Cette dérive existe aussi en Suisse, un pays pourtant fier de son indépendance et de la légitimité populaire de ses institutions. On l'a vu suite au succès de l'initiative contre la construction de minarets comme lors d'autres votations notables : lorsque les Suisses votent dans le « bon sens », c'est-à-dire dans celui de la majorité des commentateurs, ils font preuve de sagesse, de maturité ou encore d'ouverture ; mais lorsque les Suisses votent dans le « mauvais sens », ils sont au contraire marqués par l'émotion, la peur, l'ignorance ou encore le repli sur soi. Les millions de citoyens qui se rendent aux urnes ne bénéficient que d'un respect conditionnel. La démocratie directe, c'est-à-dire la forme la plus développée de démocratie, est jugée par rapport à la conformité des décisions qu'elle forge, et non par rapport à la légitimité qu'elle donne à celles-ci.

Les tenants du globalisme cherchent dès lors à diminuer ou à retirer le pouvoir imprudemment laissé aux citoyens, qui s'obstinent à prendre par eux-mêmes des décisions d'ampleur stratégique au lieu de laisser les « personnes compétentes » s'en charger. Suite à la votation sur les minarets, d'aucuns ont ainsi déposé un recours auprès de la Cour européenne des droits de l'homme, c'est-à-dire une instance judiciaire supranationale, pour tenter d'invalider la modification de la Constitution fédérale, alors que d'autres demandent que toute initiative contraire aux conventions internationales - qui sont signées par le Conseil fédéral et généralement approuvées par le Parlement - ne soit plus soumise au vote populaire.

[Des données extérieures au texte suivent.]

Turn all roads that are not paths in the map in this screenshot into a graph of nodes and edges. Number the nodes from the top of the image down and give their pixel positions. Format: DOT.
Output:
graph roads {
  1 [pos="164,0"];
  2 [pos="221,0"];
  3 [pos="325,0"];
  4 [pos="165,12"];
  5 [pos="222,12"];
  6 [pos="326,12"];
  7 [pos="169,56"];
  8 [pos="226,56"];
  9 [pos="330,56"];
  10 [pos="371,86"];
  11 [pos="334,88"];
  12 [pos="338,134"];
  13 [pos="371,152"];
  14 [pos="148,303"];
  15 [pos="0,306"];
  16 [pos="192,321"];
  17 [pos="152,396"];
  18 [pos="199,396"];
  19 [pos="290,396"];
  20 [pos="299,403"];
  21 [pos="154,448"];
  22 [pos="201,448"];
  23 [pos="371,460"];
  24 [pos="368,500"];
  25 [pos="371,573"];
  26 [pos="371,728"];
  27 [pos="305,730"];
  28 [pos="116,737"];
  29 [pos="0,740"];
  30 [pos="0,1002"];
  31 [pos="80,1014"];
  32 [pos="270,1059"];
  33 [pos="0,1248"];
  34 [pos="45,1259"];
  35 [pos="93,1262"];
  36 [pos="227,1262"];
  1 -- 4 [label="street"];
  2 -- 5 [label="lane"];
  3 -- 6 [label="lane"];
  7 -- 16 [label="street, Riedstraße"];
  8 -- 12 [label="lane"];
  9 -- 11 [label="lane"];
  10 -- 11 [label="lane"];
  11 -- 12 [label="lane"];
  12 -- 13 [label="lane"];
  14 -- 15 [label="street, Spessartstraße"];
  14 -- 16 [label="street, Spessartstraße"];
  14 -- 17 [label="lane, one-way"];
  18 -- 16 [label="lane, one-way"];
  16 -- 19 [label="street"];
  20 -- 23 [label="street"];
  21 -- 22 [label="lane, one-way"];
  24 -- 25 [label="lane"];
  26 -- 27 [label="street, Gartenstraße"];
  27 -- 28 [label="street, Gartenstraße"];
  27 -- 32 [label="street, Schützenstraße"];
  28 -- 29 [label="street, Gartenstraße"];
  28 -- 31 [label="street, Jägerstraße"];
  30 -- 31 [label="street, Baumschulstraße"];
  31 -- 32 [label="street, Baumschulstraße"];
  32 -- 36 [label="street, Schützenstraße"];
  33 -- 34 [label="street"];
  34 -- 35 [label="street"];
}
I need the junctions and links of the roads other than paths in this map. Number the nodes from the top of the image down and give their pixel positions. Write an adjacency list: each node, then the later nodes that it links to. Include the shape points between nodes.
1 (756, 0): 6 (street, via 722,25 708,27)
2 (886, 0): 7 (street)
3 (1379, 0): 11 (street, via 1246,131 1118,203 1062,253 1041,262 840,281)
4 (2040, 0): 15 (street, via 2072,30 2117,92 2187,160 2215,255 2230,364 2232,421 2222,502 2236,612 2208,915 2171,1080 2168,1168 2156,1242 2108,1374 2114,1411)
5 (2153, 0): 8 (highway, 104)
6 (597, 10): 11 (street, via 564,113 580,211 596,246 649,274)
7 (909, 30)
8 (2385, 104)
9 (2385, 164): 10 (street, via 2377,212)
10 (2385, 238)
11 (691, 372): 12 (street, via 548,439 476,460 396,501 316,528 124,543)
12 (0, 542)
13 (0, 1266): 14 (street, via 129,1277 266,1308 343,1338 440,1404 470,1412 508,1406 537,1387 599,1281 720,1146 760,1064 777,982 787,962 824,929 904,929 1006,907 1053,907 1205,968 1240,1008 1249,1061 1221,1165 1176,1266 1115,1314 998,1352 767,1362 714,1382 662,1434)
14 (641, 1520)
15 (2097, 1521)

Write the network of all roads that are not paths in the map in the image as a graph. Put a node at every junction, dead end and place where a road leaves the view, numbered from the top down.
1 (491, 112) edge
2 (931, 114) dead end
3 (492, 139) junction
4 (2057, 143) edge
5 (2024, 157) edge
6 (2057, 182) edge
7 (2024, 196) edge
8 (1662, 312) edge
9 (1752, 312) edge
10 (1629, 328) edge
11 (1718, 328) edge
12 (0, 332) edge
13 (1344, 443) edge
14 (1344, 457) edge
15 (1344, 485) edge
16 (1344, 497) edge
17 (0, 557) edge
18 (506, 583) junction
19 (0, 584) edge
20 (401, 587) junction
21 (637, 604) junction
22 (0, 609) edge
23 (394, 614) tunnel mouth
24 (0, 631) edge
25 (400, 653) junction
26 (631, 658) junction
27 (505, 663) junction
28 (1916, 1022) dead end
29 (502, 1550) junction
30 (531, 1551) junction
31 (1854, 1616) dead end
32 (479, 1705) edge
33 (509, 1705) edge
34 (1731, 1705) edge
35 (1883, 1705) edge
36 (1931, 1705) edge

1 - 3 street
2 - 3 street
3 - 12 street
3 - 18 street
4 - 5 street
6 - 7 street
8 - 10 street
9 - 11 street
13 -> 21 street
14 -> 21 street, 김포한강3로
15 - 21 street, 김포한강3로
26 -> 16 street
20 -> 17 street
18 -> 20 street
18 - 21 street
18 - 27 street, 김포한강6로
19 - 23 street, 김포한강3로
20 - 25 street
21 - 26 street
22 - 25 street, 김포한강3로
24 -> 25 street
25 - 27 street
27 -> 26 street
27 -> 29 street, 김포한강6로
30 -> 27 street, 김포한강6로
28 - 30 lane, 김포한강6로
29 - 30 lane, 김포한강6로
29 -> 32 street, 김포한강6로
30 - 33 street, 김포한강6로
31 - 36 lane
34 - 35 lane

L'opinion de 7 juges siégeant à Strasbourg ou de 7 politiciens œuvrant à Berne importerait donc davantage que celle de 1,5 millions de citoyens.

Aucun système politique n'est parfait, aucune instance - quelle qu'elle soit - ne peut avoir de réponse à toutes les questions, de solutions à tous les problèmes, et la démocratie directe ne saurait être parée de vertus qu'elle n'a pas. En revanche, prétendre parler au nom du plus grand nombre tout en réduisant ce dernier au silence et à l'impuissance, comme le suppose la « gouvernance globale », est une ignominie que seuls les autocrates, seuls ceux qui n'ont aucun contre-pouvoir à redouter et aucun électorat à représenter, peuvent concevoir. Remplacer une coordination internationale par un pouvoir supranational, sans la légitimité populaire et la sanction électorale de la démocratie directe, est une menace non seulement pour les libertés individuelles, mais également pour la paix que procure l'équilibre des pouvoirs.